J’ai testé le “deep dating”, cette tendance venue tout droit de France
Pour “The Daily Telegraph”, cette journaliste britannique a testé la version française du “speed dating” : le “deep dating”. Imaginé pour éviter les banalités échangées lors du premier rendez-vous, il invite les célibataires à plonger directement dans une conversation sur leurs penchants sexuels..
Le deep dating est une tendance française récente, imaginée par Léa Toussaint, une sexothérapeute et milléniale. Contrairement au speed dating traditionnel, qui se concentre sur des échanges superficiels comme les signes astrologiques ou les origines familiales, cette méthode propose d’aborder directement les préférences sexuelles des participants. Léa Toussaint a créé un jeu de cartes nommé Discultons (mélange de discutons et cul), qui sert de support pour poser des questions intimes lors des rendez-vous. L’objectif est de remplacer les banalités par des discussions profondes et personnelles dès le premier contact, afin de mieux cerner les attentes et la compatibilité entre deux personnes. Cette approche vise à éviter les malentendus et à créer une connexion plus authentique, en s’affranchissant des conventions sociales habituelles des premiers rendez-vous.
Lors d’un rendez-vous en deep dating, les participants utilisent des cartes inspirées de Discultons pour poser des questions directes sur la sexualité, les fantasmes ou les habitudes intimes. Par exemple, ils peuvent demander : "Préfères-tu faire l’amour au lit ou en plein air ?" ou "As-tu déjà expérimenté l’amour sans sexe ou le sexe sans amour ?". L’article décrit deux expériences menées par Alice Garnett, une journaliste britannique, avec deux partenaires différents. Le premier rendez-vous a eu lieu dans un pub de Londres, où elle a posé des questions comme "Après l’amour, quelle est la première chose que tu veux faire ?" ou "Es-tu un maniaque de la propreté qui a besoin de se doucher immédiatement ?". Ces échanges ont permis de révéler des traits de personnalité, comme l’empathie ou la capacité à s’adapter aux besoins de l’autre, bien plus que des informations sur la profession ou les loisirs du partenaire.
Alice Garnett, bien que sexuellement libérée, a ressenti une certaine tension avant son premier rendez-vous en deep dating, car cette méthode rompt avec les codes habituels des premiers échanges.
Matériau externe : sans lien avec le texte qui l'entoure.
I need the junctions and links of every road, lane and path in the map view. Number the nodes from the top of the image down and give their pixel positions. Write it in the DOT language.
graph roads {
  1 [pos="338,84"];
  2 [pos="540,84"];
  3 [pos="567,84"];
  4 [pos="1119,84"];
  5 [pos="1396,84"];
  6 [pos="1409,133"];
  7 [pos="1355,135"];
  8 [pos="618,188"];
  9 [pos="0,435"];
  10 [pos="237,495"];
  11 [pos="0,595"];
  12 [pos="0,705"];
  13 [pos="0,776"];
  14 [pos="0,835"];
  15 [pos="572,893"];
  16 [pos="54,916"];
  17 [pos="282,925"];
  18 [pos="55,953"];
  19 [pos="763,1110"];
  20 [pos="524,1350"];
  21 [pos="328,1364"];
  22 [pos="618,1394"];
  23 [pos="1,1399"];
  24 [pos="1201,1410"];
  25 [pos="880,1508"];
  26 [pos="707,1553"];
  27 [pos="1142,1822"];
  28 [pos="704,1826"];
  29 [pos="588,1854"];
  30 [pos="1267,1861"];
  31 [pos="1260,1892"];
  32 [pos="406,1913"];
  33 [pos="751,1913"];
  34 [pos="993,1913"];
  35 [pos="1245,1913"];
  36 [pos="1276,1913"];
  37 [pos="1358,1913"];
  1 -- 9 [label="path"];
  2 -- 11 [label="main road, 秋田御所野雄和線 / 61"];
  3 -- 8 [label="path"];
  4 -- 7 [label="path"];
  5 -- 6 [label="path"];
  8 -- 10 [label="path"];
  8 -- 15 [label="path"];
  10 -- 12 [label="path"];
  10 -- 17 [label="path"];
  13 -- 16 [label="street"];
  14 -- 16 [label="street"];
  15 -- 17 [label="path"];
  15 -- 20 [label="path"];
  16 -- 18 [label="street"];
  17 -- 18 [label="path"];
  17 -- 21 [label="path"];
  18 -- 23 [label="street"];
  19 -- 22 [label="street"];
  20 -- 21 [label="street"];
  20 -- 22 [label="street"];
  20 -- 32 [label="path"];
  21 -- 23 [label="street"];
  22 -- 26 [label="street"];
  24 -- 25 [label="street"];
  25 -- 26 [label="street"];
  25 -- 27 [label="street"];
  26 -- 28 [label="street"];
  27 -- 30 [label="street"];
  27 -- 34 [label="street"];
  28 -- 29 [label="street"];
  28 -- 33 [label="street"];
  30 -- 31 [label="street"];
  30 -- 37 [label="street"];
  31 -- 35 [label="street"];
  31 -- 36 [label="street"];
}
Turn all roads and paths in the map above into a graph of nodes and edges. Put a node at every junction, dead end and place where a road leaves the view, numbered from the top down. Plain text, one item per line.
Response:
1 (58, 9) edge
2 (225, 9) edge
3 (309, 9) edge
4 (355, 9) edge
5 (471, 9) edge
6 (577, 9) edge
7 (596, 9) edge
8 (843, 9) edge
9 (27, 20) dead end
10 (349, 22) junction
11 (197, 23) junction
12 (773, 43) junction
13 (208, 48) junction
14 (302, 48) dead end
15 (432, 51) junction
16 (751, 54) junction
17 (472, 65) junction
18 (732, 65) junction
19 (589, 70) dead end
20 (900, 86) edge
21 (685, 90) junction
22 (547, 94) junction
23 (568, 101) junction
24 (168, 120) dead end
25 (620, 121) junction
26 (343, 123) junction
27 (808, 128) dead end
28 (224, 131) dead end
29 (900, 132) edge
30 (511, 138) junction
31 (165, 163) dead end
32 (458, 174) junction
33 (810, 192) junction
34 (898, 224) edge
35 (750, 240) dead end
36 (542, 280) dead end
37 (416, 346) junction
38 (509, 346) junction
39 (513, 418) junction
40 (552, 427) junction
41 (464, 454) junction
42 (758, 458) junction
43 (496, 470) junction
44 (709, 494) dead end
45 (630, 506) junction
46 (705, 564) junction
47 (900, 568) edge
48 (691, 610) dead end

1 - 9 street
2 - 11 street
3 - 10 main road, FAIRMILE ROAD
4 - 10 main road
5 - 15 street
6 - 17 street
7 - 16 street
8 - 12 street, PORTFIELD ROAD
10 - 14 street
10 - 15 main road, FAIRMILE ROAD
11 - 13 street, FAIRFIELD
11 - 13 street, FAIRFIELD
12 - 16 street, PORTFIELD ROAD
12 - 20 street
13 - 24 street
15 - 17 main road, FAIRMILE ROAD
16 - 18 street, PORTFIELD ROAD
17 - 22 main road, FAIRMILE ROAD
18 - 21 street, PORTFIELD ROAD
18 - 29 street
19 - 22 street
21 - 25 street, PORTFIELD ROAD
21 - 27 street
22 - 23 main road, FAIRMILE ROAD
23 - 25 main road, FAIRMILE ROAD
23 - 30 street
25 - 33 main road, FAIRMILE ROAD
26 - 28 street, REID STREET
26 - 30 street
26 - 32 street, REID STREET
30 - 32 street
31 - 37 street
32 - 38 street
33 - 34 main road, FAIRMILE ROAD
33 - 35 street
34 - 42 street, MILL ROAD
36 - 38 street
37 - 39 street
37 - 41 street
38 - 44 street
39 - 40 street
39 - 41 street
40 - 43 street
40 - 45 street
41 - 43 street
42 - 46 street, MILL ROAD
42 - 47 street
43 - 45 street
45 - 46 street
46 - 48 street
Elle a également noté que certaines questions, bien que directes, ne permettaient pas toujours d’obtenir des réponses claires, car les préférences sexuelles dépendent souvent du contexte et de la personne. Par exemple, la question "Sur une échelle de 1 à 10, es-tu dominant ou soumis au lit ?" a révélé une compatibilité entre deux partenaires, mais aussi des limites, comme un désaccord sur les positions préférées. De plus, l’un des partenaires a souligné que le deep dating ne couvrait pas nécessairement des sujets plus profonds, comme les peurs ou les ambitions personnelles, qui pourraient aussi être importants pour évaluer une compatibilité.
L’article souligne que le deep dating pourrait sembler surprenant dans un pays comme le Royaume-Uni, où les discussions sur l’intimité sont souvent abordées avec humour ou euphémismes pour éviter toute gêne. Alice Garnett, bien qu’appartenant à la génération Z et étant ouverte sur ces sujets, s’est interrogée sur la capacité des Britanniques à adopter cette méthode sans malaise. Elle a également noté que, malgré son inventivité, le deep dating ne remplaçait pas totalement les échanges plus légers ou personnels, comme discuter de ses origines ou de ses centres d’intérêt. Enfin, l’article mentionne une anecdote selon laquelle les Français, malgré leur réputation en matière de séduction, ne seraient pas les meilleurs baisers, selon un partenaire ayant vécu à Paris.
À l’issue de ses deux expériences, Alice Garnett a conclu que le *deep dating* pouvait être utile pour les personnes qui ont du mal à aborder la sexualité ou l’intimité, ou pour celles qui trouvent les premiers rendez-vous ennuyeux ou gênants. Cependant, elle a estimé que cette méthode n’était pas indispensable pour tout le monde, car un rendez-vous classique aurait pu se dérouler aussi bien sans les cartes. Elle a également souligné que le *deep dating* ne remplaçait pas entièrement la découverte progressive des personnalités, mais offrait une alternative originale pour briser la glace. Enfin, l’article mentionne que cette tendance, bien que française, pourrait séduire d’autres cultures, à condition d’être adaptée aux sensibilités locales.